◆ Data records
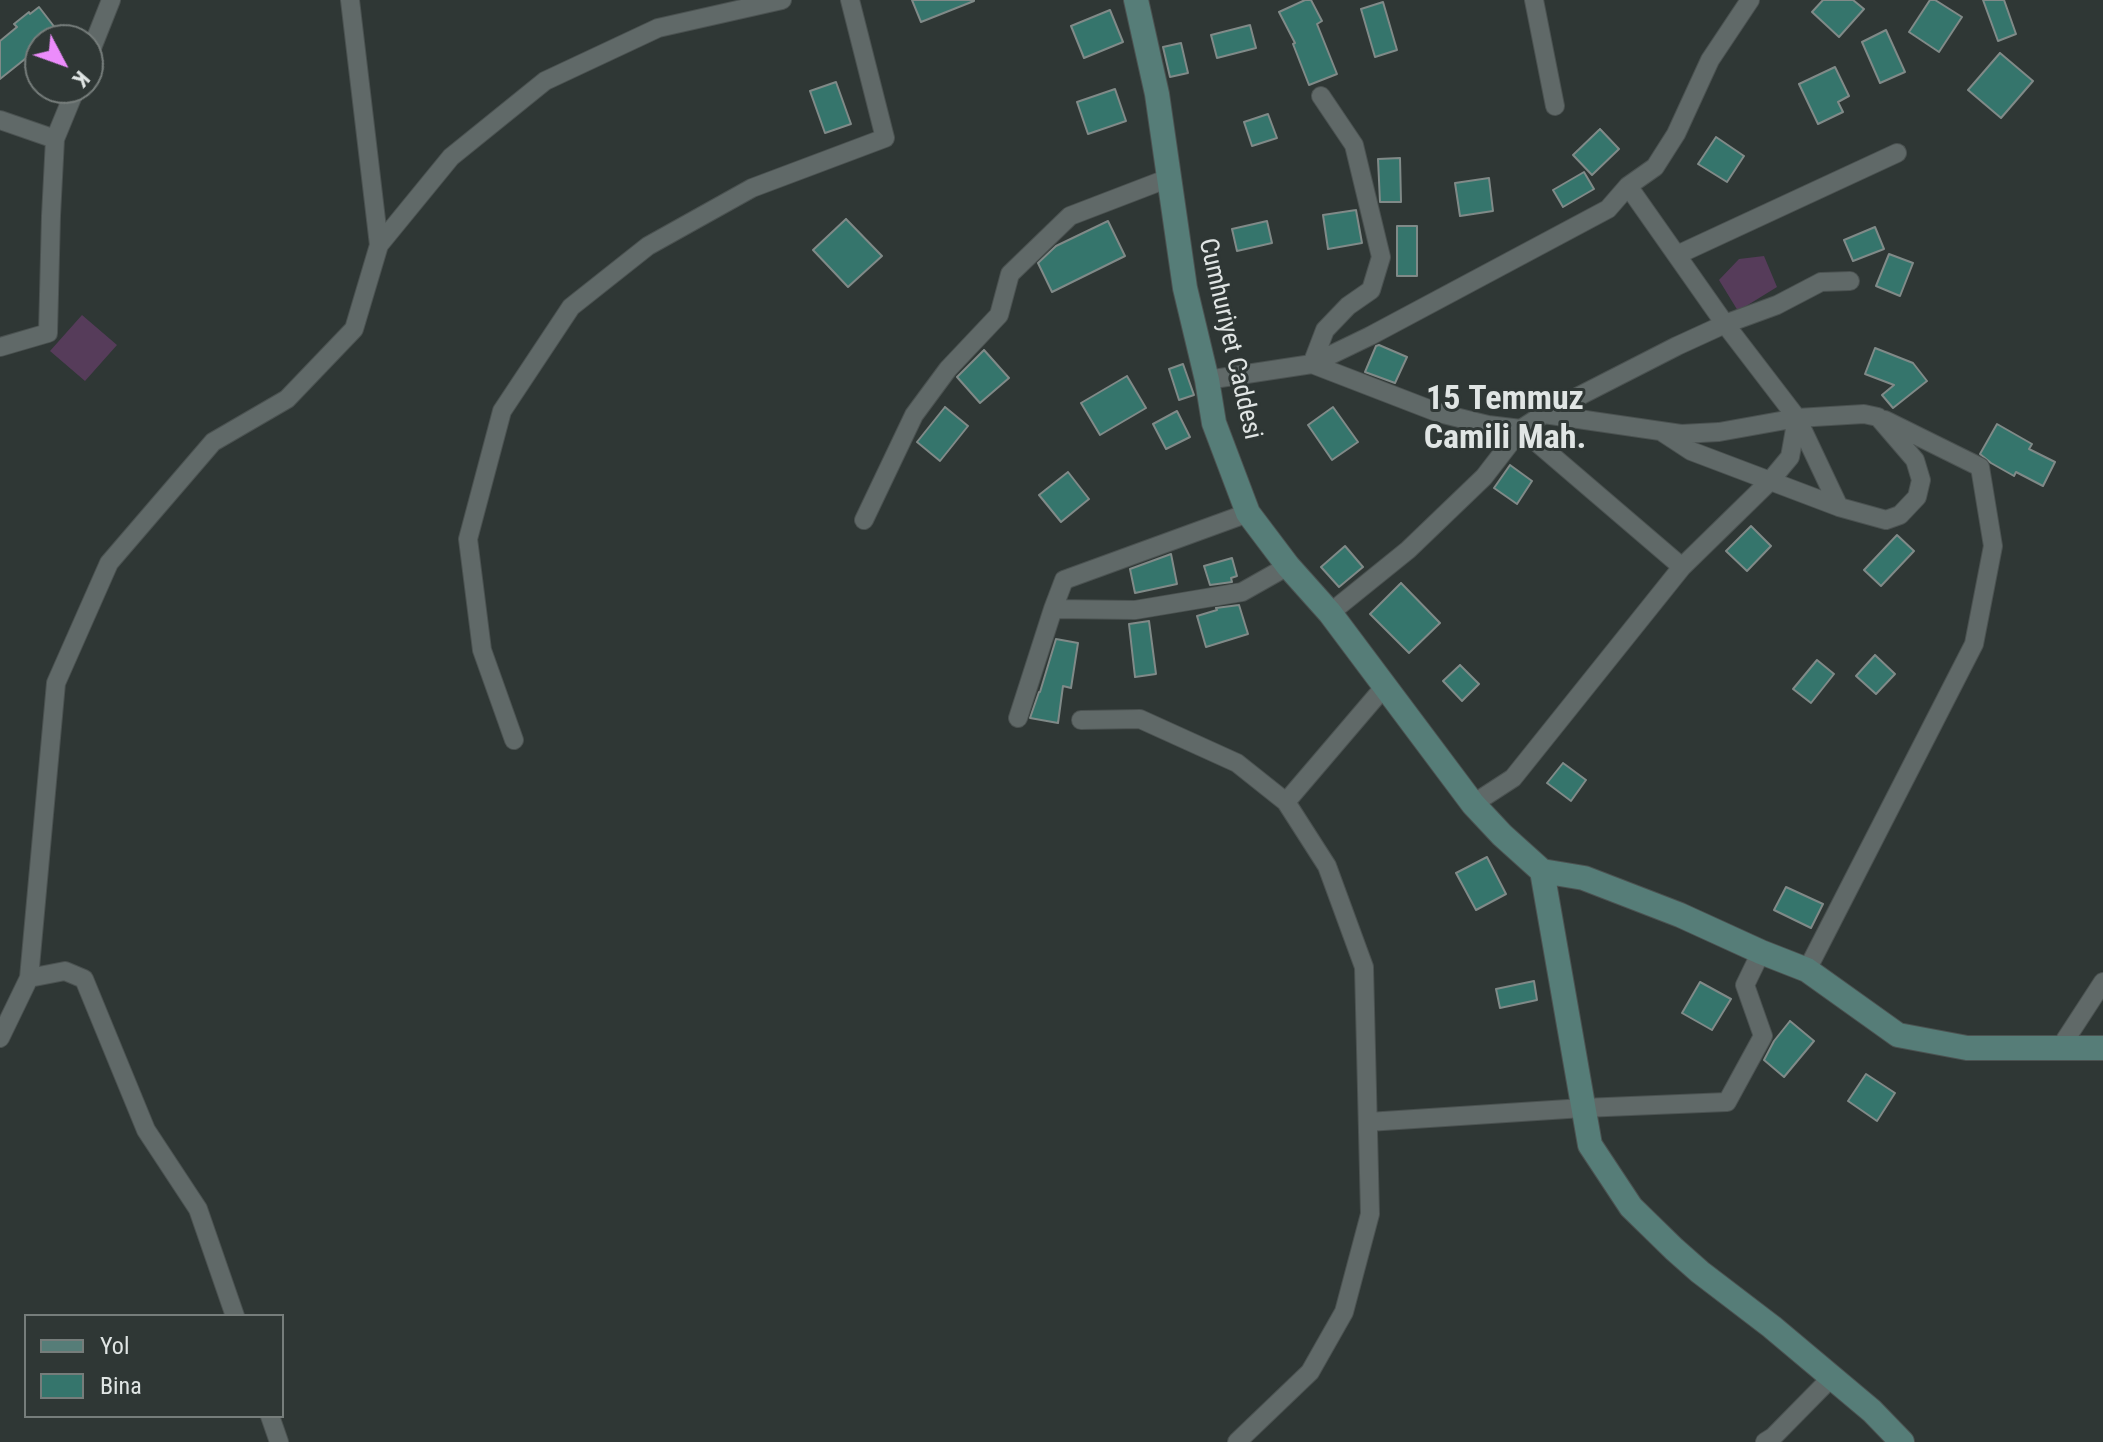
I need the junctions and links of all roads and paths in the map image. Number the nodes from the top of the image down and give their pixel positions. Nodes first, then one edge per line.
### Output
1 (111, 0) edge
2 (350, 0) edge
3 (782, 0) edge
4 (850, 0) edge
5 (1136, 0) edge
6 (1534, 0) edge
7 (1750, 0) edge
8 (101, 24) edge
9 (1321, 96) dead end
10 (69, 104) edge
11 (1555, 106) dead end
12 (0, 120) edge
13 (55, 139) junction
14 (1897, 153) dead end
15 (1169, 178) junction
16 (1628, 186) junction
17 (379, 245) junction
18 (1677, 255) junction
19 (1850, 281) dead end
20 (1725, 324) junction
21 (0, 347) edge
22 (1312, 364) junction
23 (1207, 380) junction
24 (1544, 414) junction
25 (1878, 417) junction
26 (1797, 418) junction
27 (1521, 429) junction
28 (1662, 432) junction
29 (1770, 481) junction
30 (1839, 507) junction
31 (1248, 513) junction
32 (864, 520) dead end
33 (1288, 566) junction
34 (1682, 567) junction
35 (1053, 609) junction
36 (1330, 613) junction
37 (1385, 686) junction
38 (1018, 718) dead end
39 (1081, 720) dead end
40 (514, 740) dead end
41 (1286, 802) junction
42 (1473, 804) junction
43 (1542, 871) junction
44 (1761, 952) junction
45 (1807, 970) junction
46 (29, 978) junction
47 (2103, 982) edge
48 (0, 1038) edge
49 (2060, 1048) junction
50 (2103, 1048) edge
51 (1583, 1108) junction
52 (1368, 1122) junction
53 (234, 1314) edge
54 (1832, 1377) junction
55 (271, 1418) edge
56 (279, 1442) edge
57 (1237, 1442) edge
58 (1765, 1442) edge
59 (1902, 1442) edge

1 - 8 street
2 - 17 street
3 - 17 street
4 - 40 street
5 - 15 street, Cumhuriyet Caddesi
6 - 11 street
7 - 16 street
9 - 22 street
10 - 13 street
12 - 13 street
13 - 21 street
14 - 18 street
15 - 23 street, Cumhuriyet Caddesi
15 - 32 street
16 - 18 street
16 - 22 street
17 - 46 street
18 - 20 street
19 - 20 street
20 - 24 street
20 - 26 street
22 - 23 street
22 - 27 street
23 - 31 street, Cumhuriyet Caddesi
24 - 27 street
24 - 28 street
25 - 26 street
25 - 30 street
25 - 45 street
26 - 28 street
26 - 29 street
26 - 30 street
27 - 34 street
27 - 36 street
28 - 29 street
29 - 30 street
29 - 34 street
31 - 33 street, Cumhuriyet Caddesi
31 - 35 street
33 - 35 street
33 - 36 street, Cumhuriyet Caddesi
34 - 42 street
35 - 38 street
36 - 37 street, Cumhuriyet Caddesi
37 - 41 street
37 - 42 street, Cumhuriyet Caddesi
39 - 41 street
41 - 52 street
42 - 43 street, Cumhuriyet Caddesi
43 - 44 street
43 - 51 street
44 - 45 street
44 - 51 street
45 - 49 street
46 - 48 street
46 - 53 street
47 - 49 street
49 - 50 street
51 - 52 street
51 - 54 street
52 - 57 street
54 - 58 street
54 - 59 street
55 - 56 street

◆ Problem details
Leaving the pictures aside, output each entry above exactly as written.

◆ The completed task
I need the junctions and links of all roads and paths in the map image. Number the nodes from the top of the image down and give their pixel positions. Nodes first, then one edge per line.
### Output
1 (111, 0) edge
2 (350, 0) edge
3 (782, 0) edge
4 (850, 0) edge
5 (1136, 0) edge
6 (1534, 0) edge
7 (1750, 0) edge
8 (101, 24) edge
9 (1321, 96) dead end
10 (69, 104) edge
11 (1555, 106) dead end
12 (0, 120) edge
13 (55, 139) junction
14 (1897, 153) dead end
15 (1169, 178) junction
16 (1628, 186) junction
17 (379, 245) junction
18 (1677, 255) junction
19 (1850, 281) dead end
20 (1725, 324) junction
21 (0, 347) edge
22 (1312, 364) junction
23 (1207, 380) junction
24 (1544, 414) junction
25 (1878, 417) junction
26 (1797, 418) junction
27 (1521, 429) junction
28 (1662, 432) junction
29 (1770, 481) junction
30 (1839, 507) junction
31 (1248, 513) junction
32 (864, 520) dead end
33 (1288, 566) junction
34 (1682, 567) junction
35 (1053, 609) junction
36 (1330, 613) junction
37 (1385, 686) junction
38 (1018, 718) dead end
39 (1081, 720) dead end
40 (514, 740) dead end
41 (1286, 802) junction
42 (1473, 804) junction
43 (1542, 871) junction
44 (1761, 952) junction
45 (1807, 970) junction
46 (29, 978) junction
47 (2103, 982) edge
48 (0, 1038) edge
49 (2060, 1048) junction
50 (2103, 1048) edge
51 (1583, 1108) junction
52 (1368, 1122) junction
53 (234, 1314) edge
54 (1832, 1377) junction
55 (271, 1418) edge
56 (279, 1442) edge
57 (1237, 1442) edge
58 (1765, 1442) edge
59 (1902, 1442) edge

1 - 8 street
2 - 17 street
3 - 17 street
4 - 40 street
5 - 15 street, Cumhuriyet Caddesi
6 - 11 street
7 - 16 street
9 - 22 street
10 - 13 street
12 - 13 street
13 - 21 street
14 - 18 street
15 - 23 street, Cumhuriyet Caddesi
15 - 32 street
16 - 18 street
16 - 22 street
17 - 46 street
18 - 20 street
19 - 20 street
20 - 24 street
20 - 26 street
22 - 23 street
22 - 27 street
23 - 31 street, Cumhuriyet Caddesi
24 - 27 street
24 - 28 street
25 - 26 street
25 - 30 street
25 - 45 street
26 - 28 street
26 - 29 street
26 - 30 street
27 - 34 street
27 - 36 street
28 - 29 street
29 - 30 street
29 - 34 street
31 - 33 street, Cumhuriyet Caddesi
31 - 35 street
33 - 35 street
33 - 36 street, Cumhuriyet Caddesi
34 - 42 street
35 - 38 street
36 - 37 street, Cumhuriyet Caddesi
37 - 41 street
37 - 42 street, Cumhuriyet Caddesi
39 - 41 street
41 - 52 street
42 - 43 street, Cumhuriyet Caddesi
43 - 44 street
43 - 51 street
44 - 45 street
44 - 51 street
45 - 49 street
46 - 48 street
46 - 53 street
47 - 49 street
49 - 50 street
51 - 52 street
51 - 54 street
52 - 57 street
54 - 58 street
54 - 59 street
55 - 56 street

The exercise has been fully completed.